Je remonte donc jusqu’au Pas de la Coche, encourage au passage les autres concurrents. Au col il fait toujours aussi froid et brumeux, cette météo n'incite décidément pas à la flânerie. On s'envoie ensuite une grande traversée pour contourner la montagne. La vue à l'Est se dégage un peu, une fois quitté le col, les nuages nous laissent un peu tranquilles. On aperçoit au bout d'un certain temps le col de la Vache au loin, c'est effectivement un sacré tas de cailloux, mais plutôt plaisant à monter je trouve. On bascule derrière dans la descente vers les 7 Laux. Encore du froid, et du brouillard. Début de descente un peu technique, mais encore une fois, ça passe vite, et le long des lacs on retrouve un peu de visibilité. On peut un peu dérouler et courir, sous la caméra d'un drone qui a enfin trouvé l'ouverture pour décoller. Je rattrape quelques concurrents et finalement je reviens sur Bertrand juste après le dernier lac. On papote encore pas mal. Il me dit qu'il trouve qu'on arrive sacrément tôt au Pleynet, je lui explique qu'on a déjà zappé 2 ascensions, il ne s'en était pas rendu compte. En fait, il ne connaît pas vraiment le parcours, il est là pour accompagner Sylvain ! Et à part qu'il n'aime pas trop les cailloux, ça roule pour lui, tant mieux ! On passe assez tranquillement la partie acrobatique au-dessus du chalet du Gleysin, puis on s'enfile le grand contournement de la vallée, que j'imaginais à flanc mais qui monte quand même pas mal. Je préviens la famille de mon arrivée imminente une fois rejointe la grande piste qui revient sur la station. Il faut déranger quelques vaches, on peut encore un peu dérouler, et j'arrive au front de neige.
Je retrouve les parents, Clémence et Léna qui m'explique qu'elle a fabriqué un cadeau et qu'elle me le donnera à l'arrivée. Ensuite elle me dit "Papa je suis fière de toi", de quoi se donner du moral pour les futurs coups de mou.
Je fais un premier bilan: le timing est correct, pas trop tôt, pas trop tard. Je suis un peu plus fatigué que ce que j'aimerais, même si j'ai été plutôt sur la retenue dans les descentes (je garde toujours le souvenir cuis(s)ant des deux dernières descentes sur le 85 il y a deux ans où mes quadris avaient rendu l'âme et la fin fut compliquée). Pas d'échauffement aux pieds, aucun souci digestif, hydratation ok.

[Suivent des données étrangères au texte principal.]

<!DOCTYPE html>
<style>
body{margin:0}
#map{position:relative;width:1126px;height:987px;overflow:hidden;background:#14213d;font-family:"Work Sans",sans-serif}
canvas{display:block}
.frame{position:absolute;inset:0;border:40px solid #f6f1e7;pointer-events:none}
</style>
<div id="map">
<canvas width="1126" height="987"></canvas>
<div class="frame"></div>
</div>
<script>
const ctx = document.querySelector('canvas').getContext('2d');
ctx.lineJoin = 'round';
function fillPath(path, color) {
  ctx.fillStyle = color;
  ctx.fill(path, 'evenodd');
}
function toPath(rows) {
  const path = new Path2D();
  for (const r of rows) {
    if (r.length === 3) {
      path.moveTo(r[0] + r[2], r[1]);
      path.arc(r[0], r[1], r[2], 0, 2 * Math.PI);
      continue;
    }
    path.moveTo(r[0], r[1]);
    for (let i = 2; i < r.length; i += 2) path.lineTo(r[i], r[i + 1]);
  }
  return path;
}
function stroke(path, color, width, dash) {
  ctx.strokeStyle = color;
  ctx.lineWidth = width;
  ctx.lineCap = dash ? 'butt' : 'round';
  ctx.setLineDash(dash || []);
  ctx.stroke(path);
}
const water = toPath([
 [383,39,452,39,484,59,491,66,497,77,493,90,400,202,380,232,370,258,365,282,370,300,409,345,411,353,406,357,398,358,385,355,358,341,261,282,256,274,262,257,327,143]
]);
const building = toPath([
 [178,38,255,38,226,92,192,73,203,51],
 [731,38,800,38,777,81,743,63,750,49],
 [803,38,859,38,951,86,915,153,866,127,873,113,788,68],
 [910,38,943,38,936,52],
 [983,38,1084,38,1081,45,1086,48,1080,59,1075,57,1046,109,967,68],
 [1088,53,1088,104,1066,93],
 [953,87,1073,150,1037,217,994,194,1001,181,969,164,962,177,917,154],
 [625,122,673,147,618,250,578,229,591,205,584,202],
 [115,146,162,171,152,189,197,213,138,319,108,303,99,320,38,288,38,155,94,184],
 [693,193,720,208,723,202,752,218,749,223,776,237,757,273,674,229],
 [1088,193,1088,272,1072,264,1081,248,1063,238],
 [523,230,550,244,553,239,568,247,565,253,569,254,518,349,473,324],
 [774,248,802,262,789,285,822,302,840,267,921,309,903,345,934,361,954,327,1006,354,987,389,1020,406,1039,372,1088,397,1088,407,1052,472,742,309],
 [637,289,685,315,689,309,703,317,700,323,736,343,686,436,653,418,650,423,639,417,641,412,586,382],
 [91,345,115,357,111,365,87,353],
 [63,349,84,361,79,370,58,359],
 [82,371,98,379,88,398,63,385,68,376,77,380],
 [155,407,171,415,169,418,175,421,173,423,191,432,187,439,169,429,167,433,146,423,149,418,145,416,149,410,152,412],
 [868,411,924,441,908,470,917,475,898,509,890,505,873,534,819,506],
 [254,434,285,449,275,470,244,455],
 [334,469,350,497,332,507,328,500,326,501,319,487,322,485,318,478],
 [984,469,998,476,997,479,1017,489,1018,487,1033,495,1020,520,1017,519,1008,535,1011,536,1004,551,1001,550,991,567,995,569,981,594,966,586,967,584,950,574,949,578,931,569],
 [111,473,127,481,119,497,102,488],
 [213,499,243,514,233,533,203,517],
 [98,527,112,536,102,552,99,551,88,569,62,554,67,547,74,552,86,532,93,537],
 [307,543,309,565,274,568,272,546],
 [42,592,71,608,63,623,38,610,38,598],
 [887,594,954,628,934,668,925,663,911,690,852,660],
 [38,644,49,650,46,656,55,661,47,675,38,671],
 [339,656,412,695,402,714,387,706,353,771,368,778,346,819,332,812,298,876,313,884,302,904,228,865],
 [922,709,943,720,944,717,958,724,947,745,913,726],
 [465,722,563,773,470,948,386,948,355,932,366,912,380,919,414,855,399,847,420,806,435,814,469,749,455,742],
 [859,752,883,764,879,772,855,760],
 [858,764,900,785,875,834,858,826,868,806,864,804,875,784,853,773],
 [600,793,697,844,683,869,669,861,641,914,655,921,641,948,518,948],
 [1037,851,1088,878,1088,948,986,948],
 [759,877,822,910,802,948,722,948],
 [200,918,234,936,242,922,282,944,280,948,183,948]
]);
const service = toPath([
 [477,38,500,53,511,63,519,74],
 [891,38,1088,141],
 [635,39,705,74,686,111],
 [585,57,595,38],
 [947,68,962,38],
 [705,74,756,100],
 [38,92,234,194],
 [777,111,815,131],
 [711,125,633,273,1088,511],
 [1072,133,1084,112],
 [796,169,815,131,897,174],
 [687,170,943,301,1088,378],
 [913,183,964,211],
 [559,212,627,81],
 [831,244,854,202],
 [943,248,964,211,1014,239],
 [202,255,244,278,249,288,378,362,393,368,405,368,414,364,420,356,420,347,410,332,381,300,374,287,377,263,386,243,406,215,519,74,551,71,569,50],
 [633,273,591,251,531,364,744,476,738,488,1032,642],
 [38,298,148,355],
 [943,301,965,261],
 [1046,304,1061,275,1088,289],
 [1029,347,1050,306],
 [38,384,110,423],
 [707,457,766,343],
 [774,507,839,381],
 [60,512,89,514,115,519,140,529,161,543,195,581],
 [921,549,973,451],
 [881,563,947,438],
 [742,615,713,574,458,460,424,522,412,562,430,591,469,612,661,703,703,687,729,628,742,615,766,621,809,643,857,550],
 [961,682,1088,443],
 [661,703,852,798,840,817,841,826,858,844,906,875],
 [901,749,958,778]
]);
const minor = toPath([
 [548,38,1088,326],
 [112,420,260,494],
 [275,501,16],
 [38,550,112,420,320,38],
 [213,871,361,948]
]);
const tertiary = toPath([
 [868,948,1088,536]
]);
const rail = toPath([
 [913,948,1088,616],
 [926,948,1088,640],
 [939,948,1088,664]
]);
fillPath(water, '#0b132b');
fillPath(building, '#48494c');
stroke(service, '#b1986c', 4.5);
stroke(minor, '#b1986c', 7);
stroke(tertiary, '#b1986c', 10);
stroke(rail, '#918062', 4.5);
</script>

Je récupère mon drop-bag avec sa liste de choses à faire. Il n'y a pas vraiment d'endroit pour se poser, donc je me mets par terre près d'un bac à fleurs. Sur ce genre de stop, l'assistance est un confort important. J'envoie Clémence vérifier s'il y a de la place au massage pendant que je branche ma montre et met quelques barres dans mon sac pour refaire l'appoint. C'est à ce moment que je vois Grant qui vient vers moi, habillé de pied en cap, doudoune, soupe à la main.
Il a donc préféré abandonner plutôt que d'affronter la nuit avec ses problèmes respiratoires. Il m'encourage bien, puis je file au massage, il n'y a personne pour le moment. J'espère récupérer un peu de cuisses pour affronter la fin de parcours sereinement. Je reste environ 20 minutes, dorloté, au chaud, un petit moment hors de la course. Après ça, je retrouve la famille, je me lave avec un gant de toilette, et changement au milieu du parking (glamour).
J'ai aussi demandé à Clémence de me cuire une patate douce, je la mange presque en entier avec un peu de sel. Vu le froid qu'on a eu la journée et la météo prévue, je mets le collant et le haut à manches longues. Nokage, frontale sur la tête, remplissage de flasques, un dernier tour au ravitaillement, je zappe le repas chaud et c'est le départ.
1h de pause au Pleynet, un peu large, mais je pense qu'il faut ça pour repartir bien frais de cette base de vie, et j'ai profité d'un bon massage.
J'entame la descente en sous-bois et je dois vite allumer la frontale. J'arrive à fond de France et je passe devant le gîte où les futurs concurrents du 85km sont tous attablés. La famille est encore là, petit coucou, bisou, et c'est parti pour la nuit, en même temps qu'une belle averse qui ne dure pas heureusement. Par contre mon ventre commence à faire des siennes. Ca n'est pas la nausée mais on n'en est pas loin. Je trottine jusqu'au pied de la montée aux chalets de la Valloire et il faut se rendre à l'évidence: il y a un truc qui ne passe pas. Je mets ça sur le dos de la patate douce, que je n'avais jamais testé en course avant ça (idiotie). Je démarre la montée et je sens qu'en plus j'ai une légère hypoglycémie qui pointe le bout de son nez. Mauvais timing ! Je sens que je ne peux rien avaler, et il y a presque 1000mD+ à s'enfiler. Je fais le dos rond. C'est la première fois que j'ai un vrai coup de moins bien sur un gros ultra, mais je sais que ça finit par passer. Je rattrape un concurrent qui va un peu moins vite que moi, je me cale dans ses chaussures et je fais toute la montée comme ça. Et effectivement, ça finit par passer.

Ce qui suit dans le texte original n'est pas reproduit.